## Assignment
For this exercise, output the line holding "thumb mcp: (1206, 1032)" and all subsequent lines of the entries below, unchanged, up to and including the last.

#### Supplied records ####

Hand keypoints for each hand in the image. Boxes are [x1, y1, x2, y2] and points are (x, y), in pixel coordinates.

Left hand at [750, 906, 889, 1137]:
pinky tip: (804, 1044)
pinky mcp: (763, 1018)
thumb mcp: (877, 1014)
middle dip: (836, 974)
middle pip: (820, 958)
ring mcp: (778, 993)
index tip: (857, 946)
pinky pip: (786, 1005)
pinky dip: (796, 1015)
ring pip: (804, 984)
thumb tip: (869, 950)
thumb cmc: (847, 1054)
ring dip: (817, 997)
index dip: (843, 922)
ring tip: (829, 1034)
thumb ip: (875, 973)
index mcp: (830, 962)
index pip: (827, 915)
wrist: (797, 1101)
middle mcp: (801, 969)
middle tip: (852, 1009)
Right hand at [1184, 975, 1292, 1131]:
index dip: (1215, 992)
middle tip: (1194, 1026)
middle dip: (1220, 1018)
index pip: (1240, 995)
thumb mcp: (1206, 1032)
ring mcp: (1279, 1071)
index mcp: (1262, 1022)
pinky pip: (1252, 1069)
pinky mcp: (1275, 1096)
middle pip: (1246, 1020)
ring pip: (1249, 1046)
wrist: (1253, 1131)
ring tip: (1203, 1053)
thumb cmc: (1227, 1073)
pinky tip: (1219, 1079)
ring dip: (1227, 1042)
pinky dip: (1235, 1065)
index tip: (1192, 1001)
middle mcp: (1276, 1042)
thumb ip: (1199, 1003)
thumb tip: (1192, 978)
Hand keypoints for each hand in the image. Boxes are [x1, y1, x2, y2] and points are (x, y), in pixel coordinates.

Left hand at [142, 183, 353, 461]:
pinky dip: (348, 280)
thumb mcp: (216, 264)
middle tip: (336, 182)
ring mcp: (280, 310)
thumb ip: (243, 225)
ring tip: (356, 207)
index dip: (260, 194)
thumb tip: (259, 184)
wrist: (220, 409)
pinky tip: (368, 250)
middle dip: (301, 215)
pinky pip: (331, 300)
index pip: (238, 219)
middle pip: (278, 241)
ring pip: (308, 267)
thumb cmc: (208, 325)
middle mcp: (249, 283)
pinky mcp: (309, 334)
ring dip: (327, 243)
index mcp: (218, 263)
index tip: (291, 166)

####

## Solution to this task
thumb mcp: (1206, 1032)
ring mcp: (1279, 1071)
index mcp: (1262, 1022)
pinky pip: (1252, 1069)
pinky mcp: (1275, 1096)
middle pip: (1246, 1020)
ring pip: (1249, 1046)
wrist: (1253, 1131)
ring tip: (1203, 1053)
thumb cmc: (1227, 1073)
pinky tip: (1219, 1079)
ring dip: (1227, 1042)
pinky dip: (1235, 1065)
index tip: (1192, 1001)
middle mcp: (1276, 1042)
thumb ip: (1199, 1003)
thumb tip: (1192, 978)
Hand keypoints for each hand in the image. Boxes are [x1, y1, x2, y2] and points are (x, y), in pixel coordinates.

Left hand at [142, 183, 353, 461]:
pinky dip: (348, 280)
thumb mcp: (216, 264)
middle tip: (336, 182)
ring mcp: (280, 310)
thumb ip: (243, 225)
ring tip: (356, 207)
index dip: (260, 194)
thumb tip: (259, 184)
wrist: (220, 409)
pinky tip: (368, 250)
middle dip: (301, 215)
pinky pip: (331, 300)
index pip: (238, 219)
middle pip: (278, 241)
ring pip: (308, 267)
thumb cmc: (208, 325)
middle mcp: (249, 283)
pinky mcp: (309, 334)
ring dip: (327, 243)
index mcp: (218, 263)
index tip: (291, 166)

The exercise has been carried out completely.